Le danger ne réside pas seulement dans les intentions ou les souhaits, mais aussi dans la volonté de certaines parties de jouer un rôle actif dans cette bataille. Ceux qui demandent au Hezbollah de ne pas intervenir en cas de guerre existentielle contre l’Iran se montrent en même temps prêts à jouer leur rôle face au parti si on leur demande de le faire. Parmi les forces présentes au Liban, certaines demandent à l’armée libanaise et aux autres forces de sécurité de prendre l’initiative d’encercler les zones contrôlées par le Hezbollah et de mener des raids contre ses centres ou les installations appartenant à la résistance, même si cela implique un affrontement armé. Les partisans de cette approche voient dans le moment présent une occasion propice pour se débarrasser complètement du Hezbollah, et pas seulement de ses armes.
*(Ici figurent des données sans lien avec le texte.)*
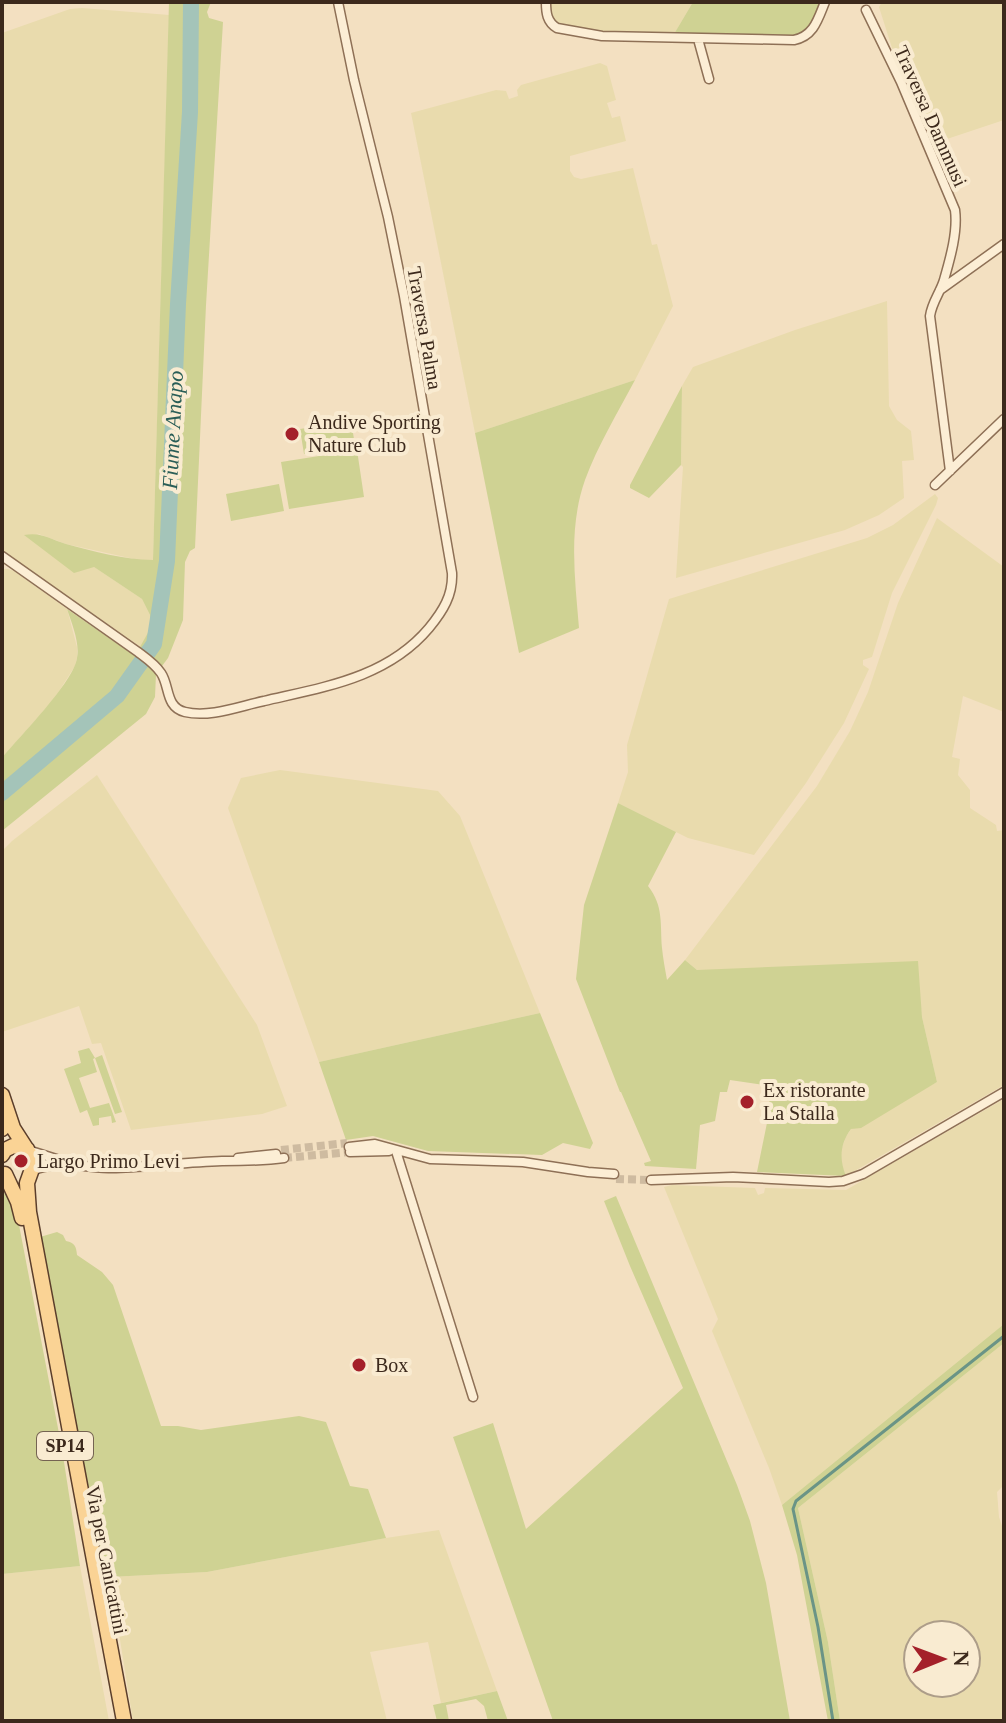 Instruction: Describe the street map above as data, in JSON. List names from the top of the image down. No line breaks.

Et ce que les pays protecteurs ne veulent pas entendre, c’est que leur demande officielle de désarmement de la résistance cache une obsession plus profonde, celle d’éradiquer le Hezbollah dans toutes ses composantes : son organisation, ses partisans, ses médias, ses institutions sanitaires et éducatives, jusqu’à ses équipes de scouts. Fares Saïd n’a-t-il pas été très clair lorsqu’il a déclaré : « À quoi cela me servirait-il que le Hezbollah soit désarmé s’il conserve 27 députés au Parlement ? ».
Samir Geagea n’a-t-il pas exigé concrètement la dissolution du Hezbollah, la poursuite de ses éléments militaires et sécuritaires et l’élimination de ses moyens d’influence dans la société ? Le gouverneur de la Banque du Liban, Karim Saïd, et avec lui une poignée de commandos bancaires, n’ont-ils pas exigé non seulement la fermeture du Crédit libanais, mais aussi la confiscation de ses avoirs, car cela permettrait de relancer le secteur bancaire au Liban et d’éliminer ce qu’on appelle l’économie parallèle ?
En pratique, nous sommes confrontés à un affrontement d’un autre type. Si le flou continue d’entourer les intentions du Hezbollah, et que les interprétations divergent entre ceux qui y voient un plan mûrement réfléchi et ceux qui y voient le reflet d’une confusion ou d’une faiblesse, les choses sont tout à fait claires pour la population, en particulier pour les partisans de la résistance. Sinon, qui pourrait expliquer pourquoi le parti n’a connu aucune scission, aucun éloignement ni aucun désaccord notable entre sa base et sa direction ? Certains ne croient-ils pas que le public de la résistance continue de s’en remettre à la direction du Hezbollah et lui accorde sa pleine confiance dans ses projets, qu’il s’agisse de la confrontation avec Israël ou de la manière de gérer la situation intérieure ?
Le problème des adversaires du Hezbollah ne réside pas dans leur haine exacerbée, ni dans leur dépendance permanente vis-à-vis de l’étranger, qu’il s’agisse des États-Unis, d’Israël, de l’Arabie saoudite ou même d’Ahmed al-Sharaa, mais dans leur refus de voir la réalité telle qu’elle est. Car le Liban, de bas en haut, semble aujourd’hui plus proche que jamais du point de rupture.